***** Provided records
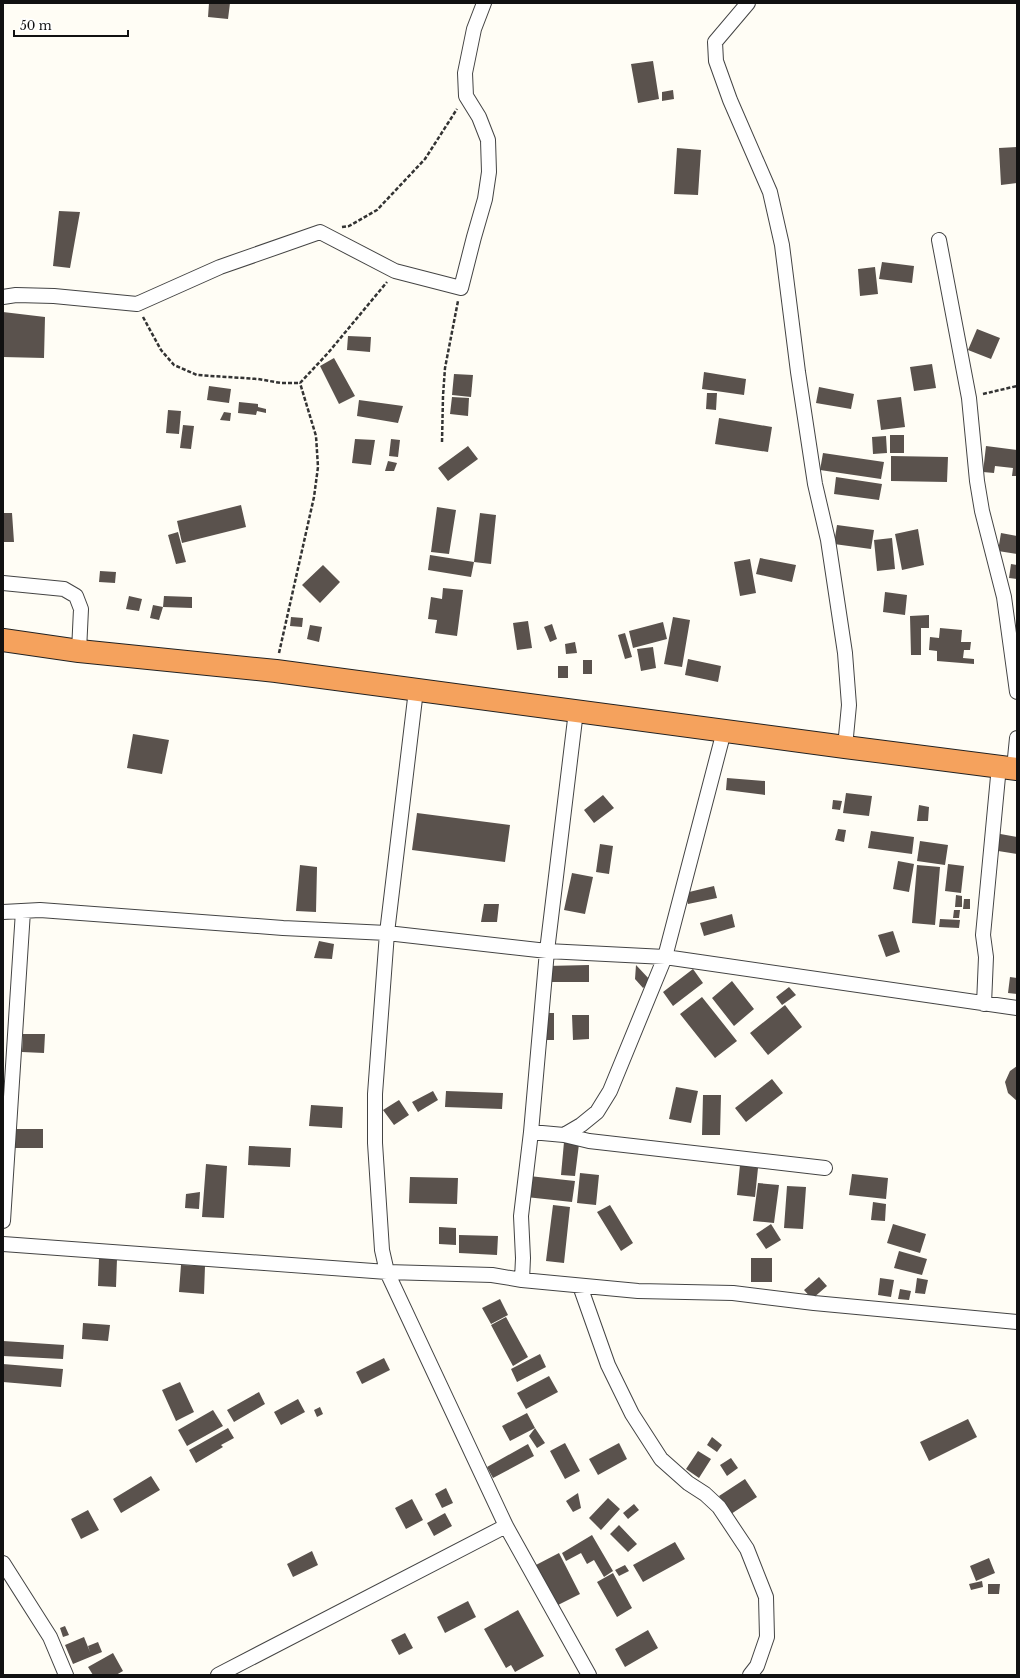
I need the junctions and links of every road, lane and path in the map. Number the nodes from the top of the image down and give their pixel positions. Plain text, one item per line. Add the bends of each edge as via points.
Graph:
1 (484, 3) edge
2 (748, 3) edge
3 (466, 96) junction
4 (320, 232) junction
5 (939, 240) dead end
6 (395, 271) junction
7 (461, 288) junction
8 (3, 297) edge
9 (137, 304) junction
10 (300, 382) junction
11 (1017, 386) edge
12 (969, 398) junction
13 (442, 442) dead end
14 (3, 583) edge
15 (3, 640) edge
16 (79, 651) junction
17 (276, 671) junction
18 (416, 690) junction
19 (1017, 692) edge
20 (576, 711) junction
21 (724, 731) junction
22 (1017, 738) edge
23 (845, 747) junction
24 (1010, 768) edge
25 (23, 911) junction
26 (3, 912) edge
27 (386, 933) junction
28 (547, 951) junction
29 (665, 957) junction
30 (984, 1004) junction
31 (1017, 1008) edge
32 (531, 1132) junction
33 (564, 1135) junction
34 (825, 1168) dead end
35 (3, 1221) edge
36 (3, 1244) edge
37 (388, 1272) junction
38 (522, 1280) junction
39 (580, 1286) junction
40 (1017, 1322) edge
41 (506, 1526) junction
42 (3, 1563) edge
43 (66, 1675) edge
44 (218, 1675) edge
45 (589, 1675) edge
46 (750, 1675) edge

1 - 3 street via 474,29 465,73
2 - 23 street via 715,42 716,61 770,192 782,245 815,484 828,540 845,653 849,705
3 - 4 path via 425,159 377,210 349,226
3 - 7 street via 480,117 488,140 489,172 485,200
4 - 6 street
4 - 9 street via 220,268
5 - 12 street
6 - 7 street
6 - 10 path via 328,353
7 - 13 path via 445,368
8 - 9 street via 54,296
9 - 10 path via 160,350 174,365 197,375 281,383
10 - 17 path via 316,436 318,467 314,497
11 - 12 path
12 - 19 street via 977,481 1004,597
14 - 16 street via 64,589 76,596 81,609
15 - 16 highway
16 - 17 highway
17 - 18 highway
18 - 20 highway
18 - 27 street
20 - 21 highway
20 - 28 street
21 - 23 highway
21 - 29 street
22 - 24 street
23 - 24 highway
24 - 30 street via 983,935 986,957
25 - 26 street
25 - 27 street via 40,910
25 - 35 street
27 - 28 street
27 - 37 street via 375,1143 382,1250
28 - 29 street
28 - 32 street
29 - 30 street
29 - 33 street via 610,1091 597,1112
30 - 31 street
32 - 33 street
32 - 38 street via 521,1216 524,1258
33 - 34 street via 589,1141
36 - 37 street
37 - 38 street via 492,1275
37 - 41 street
38 - 39 street
39 - 40 street via 638,1291 734,1292 814,1303
39 - 46 street via 608,1365 632,1414 661,1459 719,1507 747,1549 766,1597 767,1629 767,1637 757,1666
41 - 44 street
41 - 45 street
42 - 43 street via 50,1637

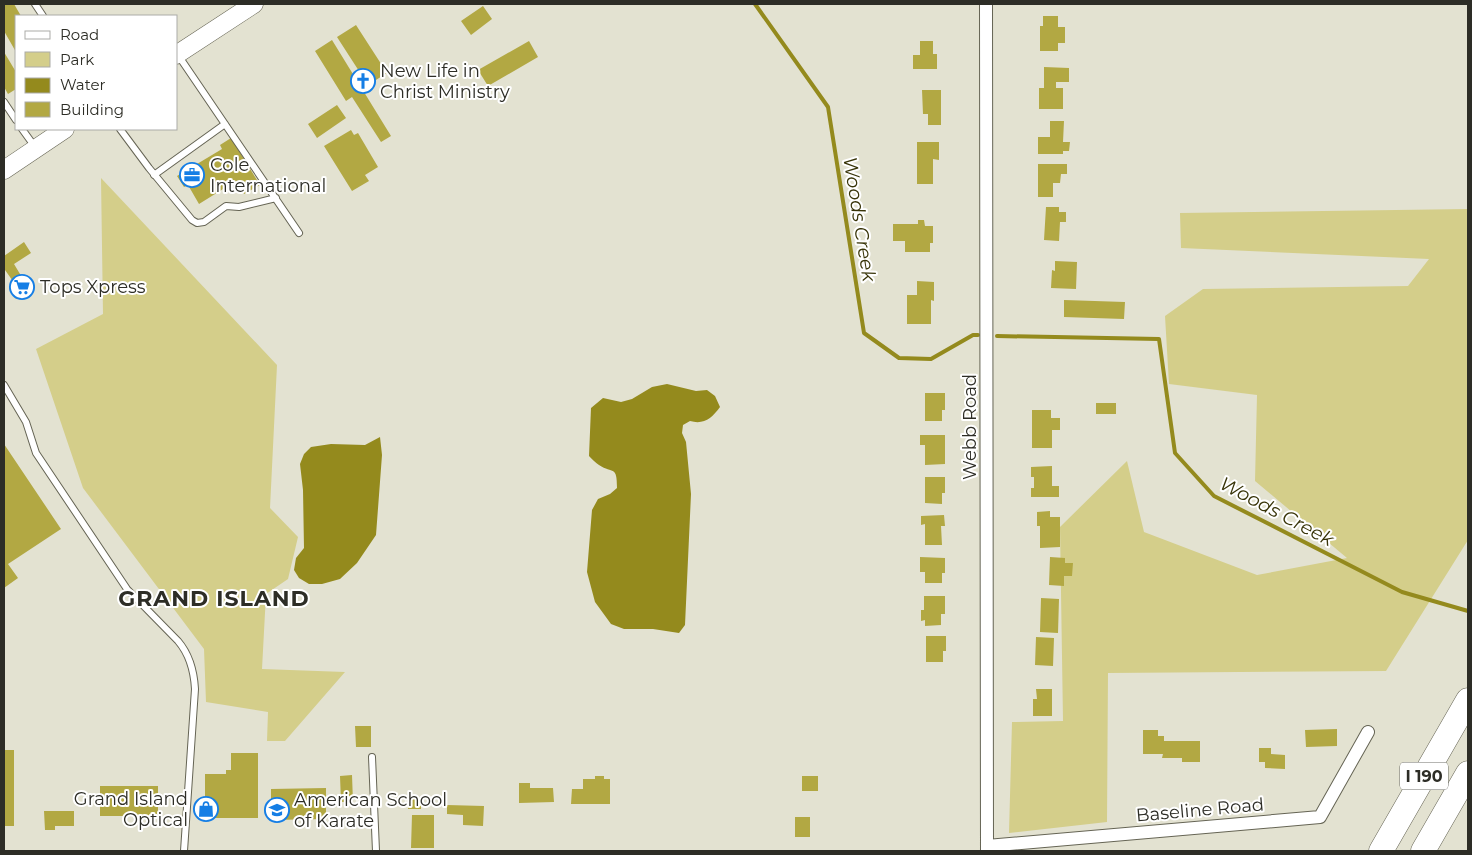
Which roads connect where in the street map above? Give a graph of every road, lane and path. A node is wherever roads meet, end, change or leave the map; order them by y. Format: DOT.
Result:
graph roads {
  1 [pos="35,4"];
  2 [pos="254,4"];
  3 [pos="986,4"];
  4 [pos="42,15"];
  5 [pos="178,54"];
  6 [pos="178,56"];
  7 [pos="4,102"];
  8 [pos="15,118"];
  9 [pos="225,124"];
  10 [pos="23,130"];
  11 [pos="63,130"];
  12 [pos="121,130"];
  13 [pos="36,148"];
  14 [pos="4,170"];
  15 [pos="154,175"];
  16 [pos="276,198"];
  17 [pos="299,233"];
  18 [pos="4,385"];
  19 [pos="1468,700"];
  20 [pos="1368,732"];
  21 [pos="372,757"];
  22 [pos="1468,773"];
  23 [pos="987,849"];
  24 [pos="184,851"];
  25 [pos="376,851"];
  26 [pos="1381,851"];
  27 [pos="1423,851"];
  1 -- 4 [label="lane"];
  2 -- 5 [label="main road"];
  3 -- 23 [label="street, Webb Road"];
  6 -- 9 [label="lane"];
  7 -- 8 [label="lane"];
  9 -- 15 [label="lane"];
  9 -- 16 [label="lane"];
  10 -- 13 [label="lane"];
  11 -- 13 [label="main road"];
  12 -- 15 [label="lane"];
  13 -- 14 [label="main road"];
  15 -- 16 [label="lane"];
  16 -- 17 [label="lane"];
  18 -- 24 [label="lane"];
  19 -- 26 [label="highway, I 190"];
  20 -- 23 [label="street, Baseline Road"];
  21 -- 25 [label="lane"];
  22 -- 27 [label="highway, I 190"];
}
**********
Exercise ->
Reproduce the listing above exactly, without a single picture.

Your solution ->
I need the junctions and links of every road, lane and path in the map. Number the nodes from the top of the image down and give their pixel positions. Plain text, one item per line. Add the bends of each edge as via points.
Graph:
1 (484, 3) edge
2 (748, 3) edge
3 (466, 96) junction
4 (320, 232) junction
5 (939, 240) dead end
6 (395, 271) junction
7 (461, 288) junction
8 (3, 297) edge
9 (137, 304) junction
10 (300, 382) junction
11 (1017, 386) edge
12 (969, 398) junction
13 (442, 442) dead end
14 (3, 583) edge
15 (3, 640) edge
16 (79, 651) junction
17 (276, 671) junction
18 (416, 690) junction
19 (1017, 692) edge
20 (576, 711) junction
21 (724, 731) junction
22 (1017, 738) edge
23 (845, 747) junction
24 (1010, 768) edge
25 (23, 911) junction
26 (3, 912) edge
27 (386, 933) junction
28 (547, 951) junction
29 (665, 957) junction
30 (984, 1004) junction
31 (1017, 1008) edge
32 (531, 1132) junction
33 (564, 1135) junction
34 (825, 1168) dead end
35 (3, 1221) edge
36 (3, 1244) edge
37 (388, 1272) junction
38 (522, 1280) junction
39 (580, 1286) junction
40 (1017, 1322) edge
41 (506, 1526) junction
42 (3, 1563) edge
43 (66, 1675) edge
44 (218, 1675) edge
45 (589, 1675) edge
46 (750, 1675) edge

1 - 3 street via 474,29 465,73
2 - 23 street via 715,42 716,61 770,192 782,245 815,484 828,540 845,653 849,705
3 - 4 path via 425,159 377,210 349,226
3 - 7 street via 480,117 488,140 489,172 485,200
4 - 6 street
4 - 9 street via 220,268
5 - 12 street
6 - 7 street
6 - 10 path via 328,353
7 - 13 path via 445,368
8 - 9 street via 54,296
9 - 10 path via 160,350 174,365 197,375 281,383
10 - 17 path via 316,436 318,467 314,497
11 - 12 path
12 - 19 street via 977,481 1004,597
14 - 16 street via 64,589 76,596 81,609
15 - 16 highway
16 - 17 highway
17 - 18 highway
18 - 20 highway
18 - 27 street
20 - 21 highway
20 - 28 street
21 - 23 highway
21 - 29 street
22 - 24 street
23 - 24 highway
24 - 30 street via 983,935 986,957
25 - 26 street
25 - 27 street via 40,910
25 - 35 street
27 - 28 street
27 - 37 street via 375,1143 382,1250
28 - 29 street
28 - 32 street
29 - 30 street
29 - 33 street via 610,1091 597,1112
30 - 31 street
32 - 33 street
32 - 38 street via 521,1216 524,1258
33 - 34 street via 589,1141
36 - 37 street
37 - 38 street via 492,1275
37 - 41 street
38 - 39 street
39 - 40 street via 638,1291 734,1292 814,1303
39 - 46 street via 608,1365 632,1414 661,1459 719,1507 747,1549 766,1597 767,1629 767,1637 757,1666
41 - 44 street
41 - 45 street
42 - 43 street via 50,1637

Which roads connect where in the street map above? Give a graph of every road, lane and path. A node is wherever roads meet, end, change or leave the map; order them by y. Format: DOT.
Result:
graph roads {
  1 [pos="35,4"];
  2 [pos="254,4"];
  3 [pos="986,4"];
  4 [pos="42,15"];
  5 [pos="178,54"];
  6 [pos="178,56"];
  7 [pos="4,102"];
  8 [pos="15,118"];
  9 [pos="225,124"];
  10 [pos="23,130"];
  11 [pos="63,130"];
  12 [pos="121,130"];
  13 [pos="36,148"];
  14 [pos="4,170"];
  15 [pos="154,175"];
  16 [pos="276,198"];
  17 [pos="299,233"];
  18 [pos="4,385"];
  19 [pos="1468,700"];
  20 [pos="1368,732"];
  21 [pos="372,757"];
  22 [pos="1468,773"];
  23 [pos="987,849"];
  24 [pos="184,851"];
  25 [pos="376,851"];
  26 [pos="1381,851"];
  27 [pos="1423,851"];
  1 -- 4 [label="lane"];
  2 -- 5 [label="main road"];
  3 -- 23 [label="street, Webb Road"];
  6 -- 9 [label="lane"];
  7 -- 8 [label="lane"];
  9 -- 15 [label="lane"];
  9 -- 16 [label="lane"];
  10 -- 13 [label="lane"];
  11 -- 13 [label="main road"];
  12 -- 15 [label="lane"];
  13 -- 14 [label="main road"];
  15 -- 16 [label="lane"];
  16 -- 17 [label="lane"];
  18 -- 24 [label="lane"];
  19 -- 26 [label="highway, I 190"];
  20 -- 23 [label="street, Baseline Road"];
  21 -- 25 [label="lane"];
  22 -- 27 [label="highway, I 190"];
}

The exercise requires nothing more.